▸ **What you should do**
If a record below holds a picture, leave the picture out and copy the rest exactly.

-*-

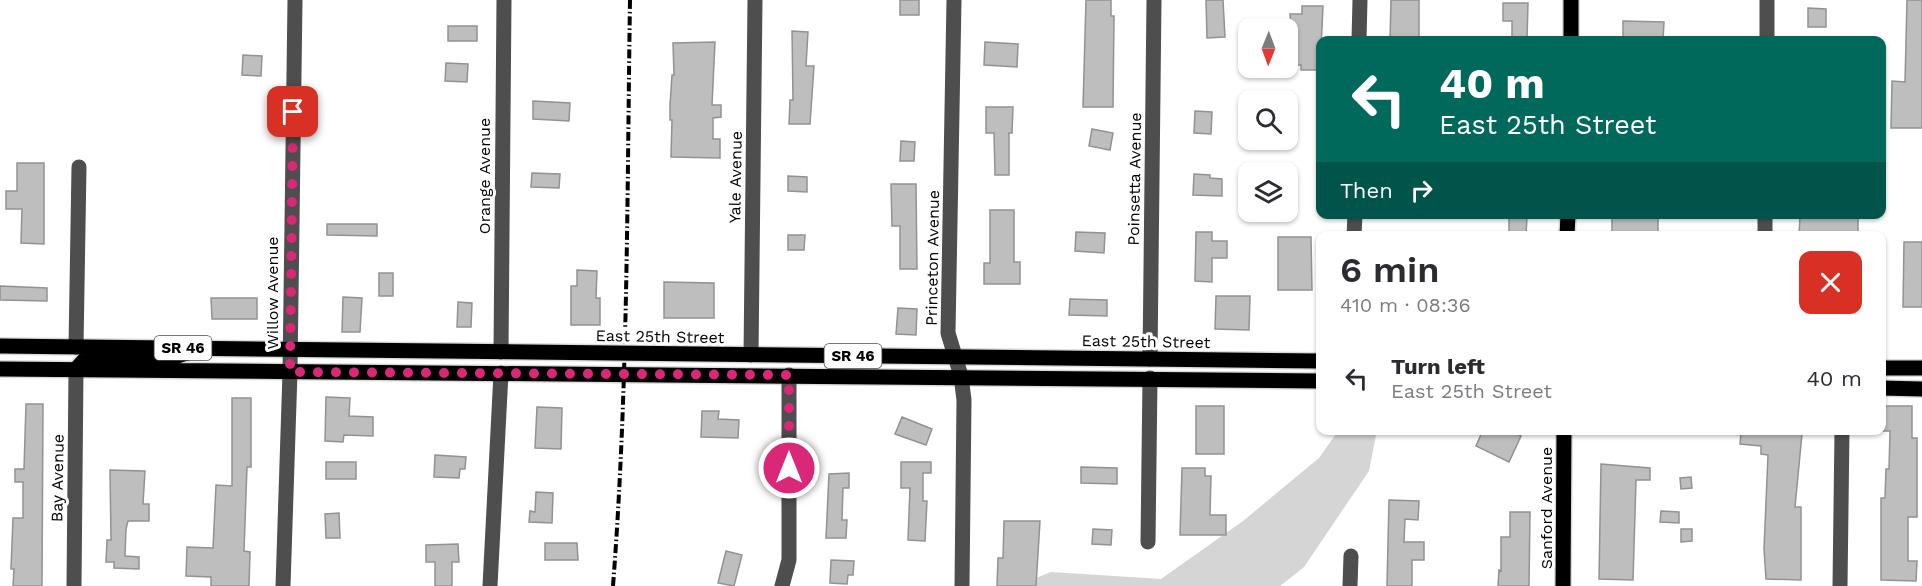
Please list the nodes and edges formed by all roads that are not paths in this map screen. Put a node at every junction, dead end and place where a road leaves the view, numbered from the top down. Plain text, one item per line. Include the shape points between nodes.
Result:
1 (295, 0) edge
2 (504, 0) edge
3 (755, 0) edge
4 (954, 0) edge
5 (1154, 0) edge
6 (1360, 0) edge
7 (1571, 0) edge
8 (1767, 0) edge
9 (1359, 36) edge
10 (1571, 36) edge
11 (1767, 36) edge
12 (79, 167) dead end
13 (0, 346) edge
14 (76, 347) junction
15 (200, 349) junction
16 (290, 350) junction
17 (501, 352) junction
18 (607, 353) junction
19 (751, 355) junction
20 (956, 357) junction
21 (1150, 359) junction
22 (1242, 361) junction
23 (1316, 362) edge
24 (1886, 368) edge
25 (1922, 368) edge
26 (0, 369) edge
27 (76, 369) junction
28 (290, 372) junction
29 (501, 373) junction
30 (789, 375) junction
31 (962, 376) junction
32 (1150, 378) junction
33 (1316, 381) edge
34 (1886, 388) edge
35 (1922, 389) edge
36 (1564, 435) edge
37 (1842, 435) edge
38 (1148, 542) dead end
39 (1351, 556) dead end
40 (74, 586) edge
41 (284, 586) edge
42 (490, 586) edge
43 (783, 586) edge
44 (962, 586) edge
45 (1350, 586) edge
46 (1563, 586) edge
47 (1840, 586) edge

1 - 16 street, Willow Avenue
2 - 17 street, Orange Avenue
3 - 19 street, Yale Avenue
4 - 20 street, Princeton Avenue via 948,333
5 - 21 street, Poinsetta Avenue
6 - 9 street
7 - 10 main road
8 - 11 street
12 - 14 street
13 - 14 main road, East 25th Street / SR 46
14 - 15 main road, East 25th Street / SR 46
15 - 16 main road, East 25th Street / SR 46
15 - 27 main road via 168,359 86,358
16 - 17 main road, East 25th Street / SR 46
16 - 28 street, Willow Avenue
17 - 18 main road, East 25th Street / SR 46
18 - 19 main road, East 25th Street / SR 46
18 - 29 main road via 584,363 510,362
19 - 20 main road, East 25th Street / SR 46
20 - 21 main road, East 25th Street / SR 46
20 - 31 street, Princeton Avenue
21 - 22 main road, East 25th Street / SR 46
22 - 23 main road, East 25th Street / SR 46
22 - 32 main road via 1223,369 1162,369
24 - 25 main road
26 - 27 main road, SR 46
27 - 28 main road, SR 46
27 - 40 street, Bay Avenue
28 - 29 main road, SR 46
28 - 41 street, Willow Avenue
29 - 30 main road, SR 46
29 - 42 street
30 - 31 main road, SR 46
30 - 43 street via 789,560
31 - 32 main road, SR 46
31 - 44 street, Princeton Avenue
32 - 33 main road, SR 46
32 - 38 street
34 - 35 main road
36 - 46 main road, Sanford Avenue
37 - 47 street
39 - 45 street

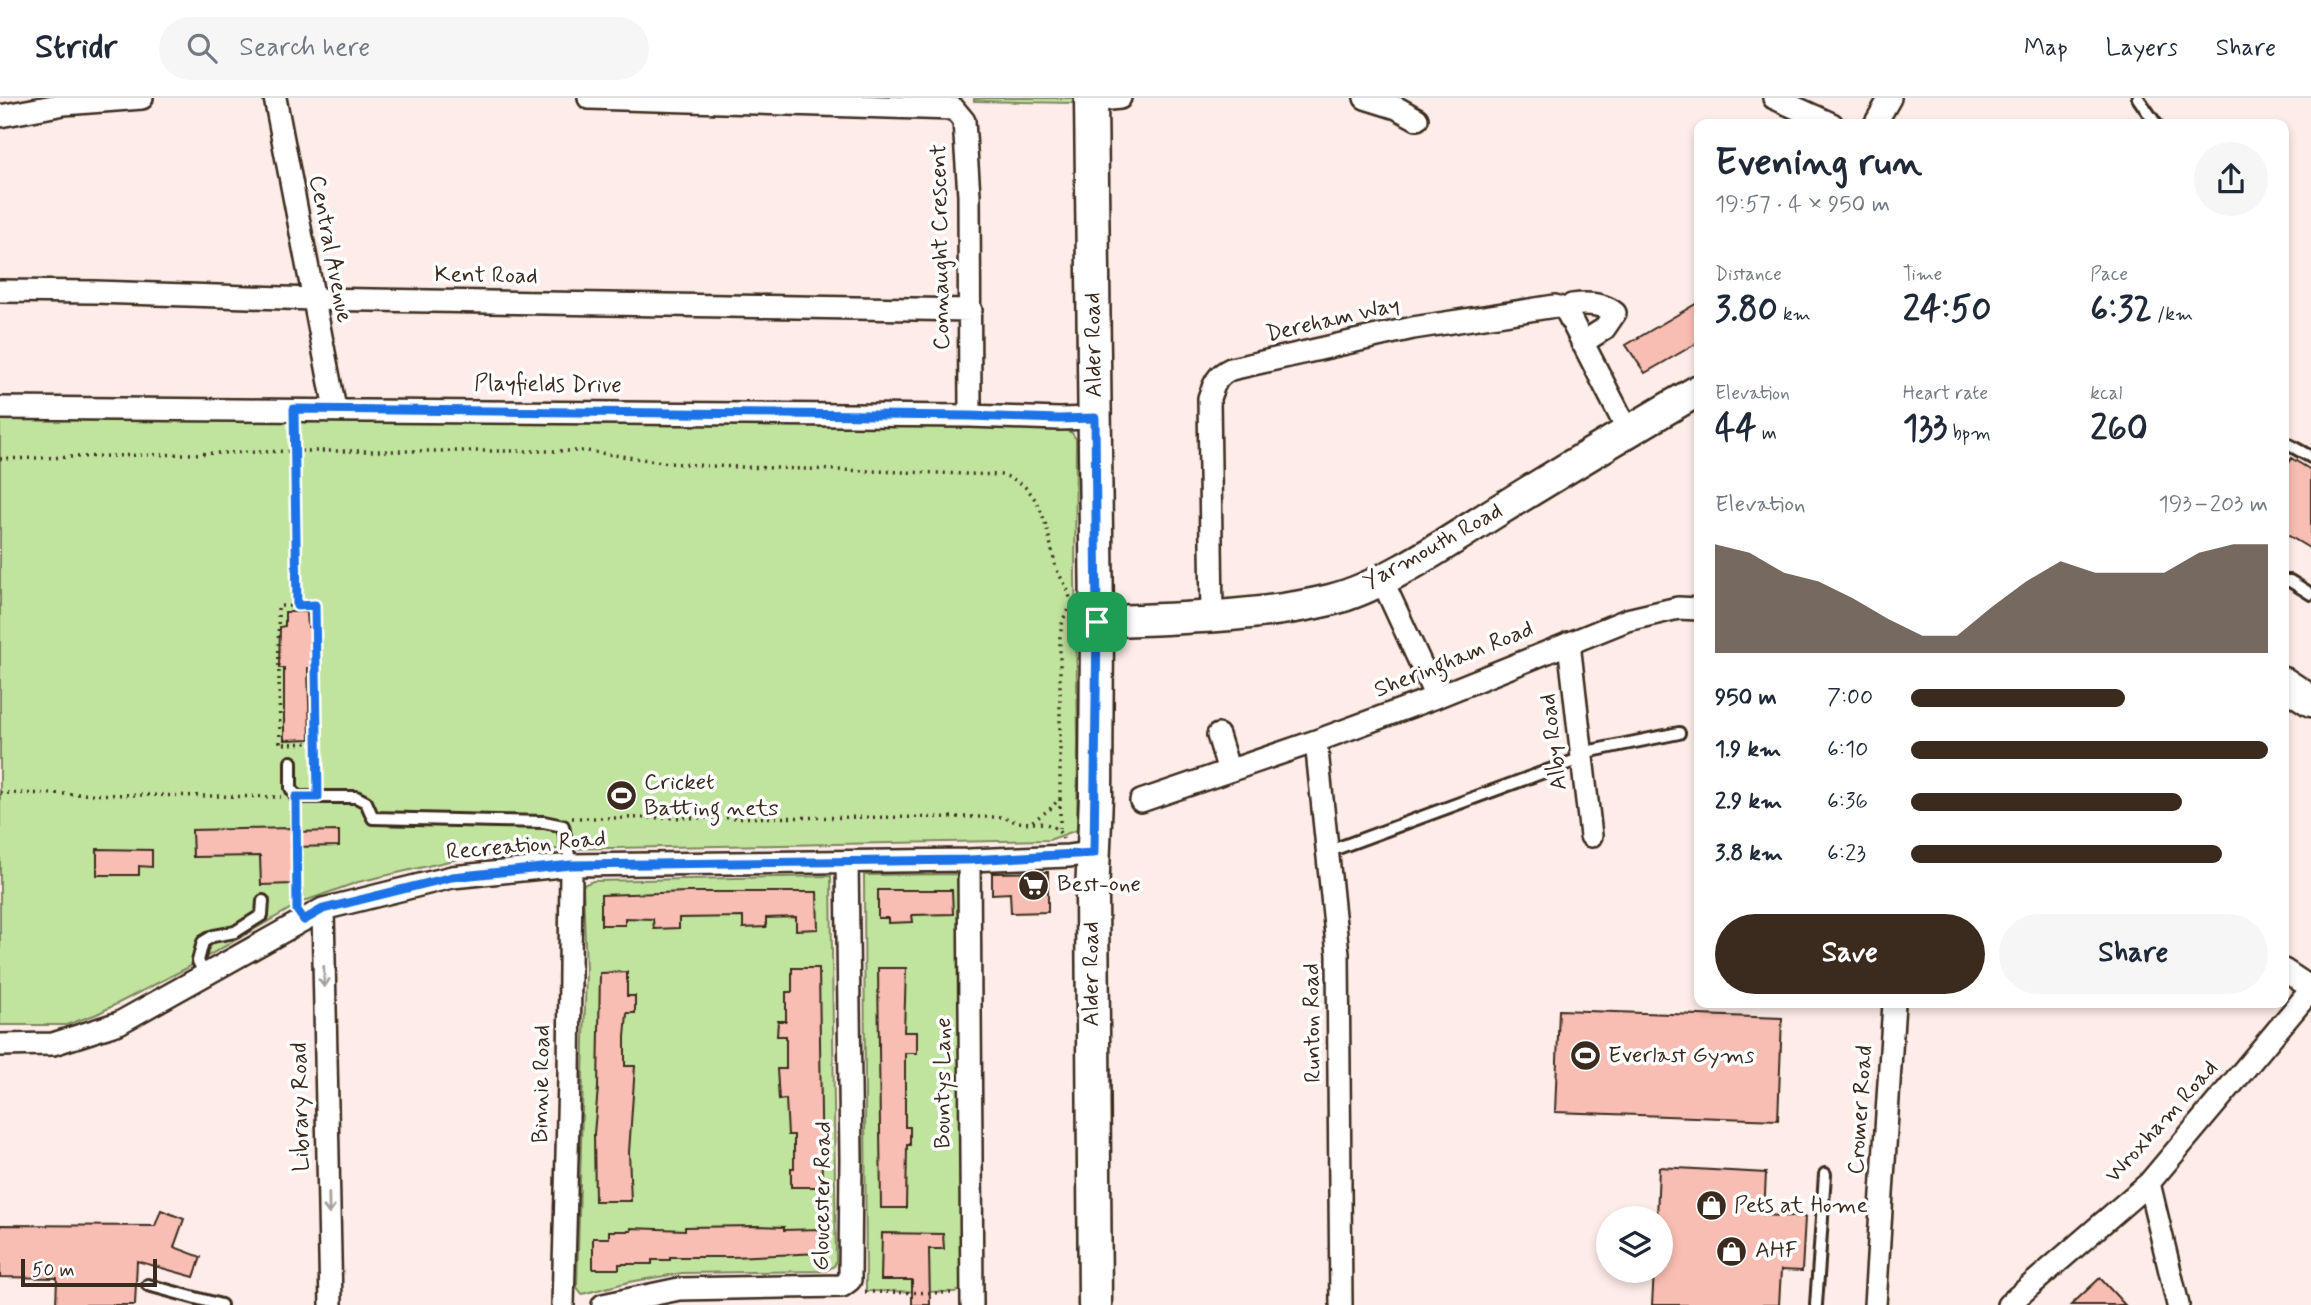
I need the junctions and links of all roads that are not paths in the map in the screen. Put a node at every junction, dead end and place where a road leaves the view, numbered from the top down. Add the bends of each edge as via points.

-*-

▸ **Problem solution**
Please list the nodes and edges formed by all roads that are not paths in this map screen. Put a node at every junction, dead end and place where a road leaves the view, numbered from the top down. Plain text, one item per line. Include the shape points between nodes.
Result:
1 (295, 0) edge
2 (504, 0) edge
3 (755, 0) edge
4 (954, 0) edge
5 (1154, 0) edge
6 (1360, 0) edge
7 (1571, 0) edge
8 (1767, 0) edge
9 (1359, 36) edge
10 (1571, 36) edge
11 (1767, 36) edge
12 (79, 167) dead end
13 (0, 346) edge
14 (76, 347) junction
15 (200, 349) junction
16 (290, 350) junction
17 (501, 352) junction
18 (607, 353) junction
19 (751, 355) junction
20 (956, 357) junction
21 (1150, 359) junction
22 (1242, 361) junction
23 (1316, 362) edge
24 (1886, 368) edge
25 (1922, 368) edge
26 (0, 369) edge
27 (76, 369) junction
28 (290, 372) junction
29 (501, 373) junction
30 (789, 375) junction
31 (962, 376) junction
32 (1150, 378) junction
33 (1316, 381) edge
34 (1886, 388) edge
35 (1922, 389) edge
36 (1564, 435) edge
37 (1842, 435) edge
38 (1148, 542) dead end
39 (1351, 556) dead end
40 (74, 586) edge
41 (284, 586) edge
42 (490, 586) edge
43 (783, 586) edge
44 (962, 586) edge
45 (1350, 586) edge
46 (1563, 586) edge
47 (1840, 586) edge

1 - 16 street, Willow Avenue
2 - 17 street, Orange Avenue
3 - 19 street, Yale Avenue
4 - 20 street, Princeton Avenue via 948,333
5 - 21 street, Poinsetta Avenue
6 - 9 street
7 - 10 main road
8 - 11 street
12 - 14 street
13 - 14 main road, East 25th Street / SR 46
14 - 15 main road, East 25th Street / SR 46
15 - 16 main road, East 25th Street / SR 46
15 - 27 main road via 168,359 86,358
16 - 17 main road, East 25th Street / SR 46
16 - 28 street, Willow Avenue
17 - 18 main road, East 25th Street / SR 46
18 - 19 main road, East 25th Street / SR 46
18 - 29 main road via 584,363 510,362
19 - 20 main road, East 25th Street / SR 46
20 - 21 main road, East 25th Street / SR 46
20 - 31 street, Princeton Avenue
21 - 22 main road, East 25th Street / SR 46
22 - 23 main road, East 25th Street / SR 46
22 - 32 main road via 1223,369 1162,369
24 - 25 main road
26 - 27 main road, SR 46
27 - 28 main road, SR 46
27 - 40 street, Bay Avenue
28 - 29 main road, SR 46
28 - 41 street, Willow Avenue
29 - 30 main road, SR 46
29 - 42 street
30 - 31 main road, SR 46
30 - 43 street via 789,560
31 - 32 main road, SR 46
31 - 44 street, Princeton Avenue
32 - 33 main road, SR 46
32 - 38 street
34 - 35 main road
36 - 46 main road, Sanford Avenue
37 - 47 street
39 - 45 street

I need the junctions and links of all roads that are not paths in the map in the screen. Put a node at every junction, dead end and place where a road leaves the view, numbered from the top down. Add the bends of each edge as via points.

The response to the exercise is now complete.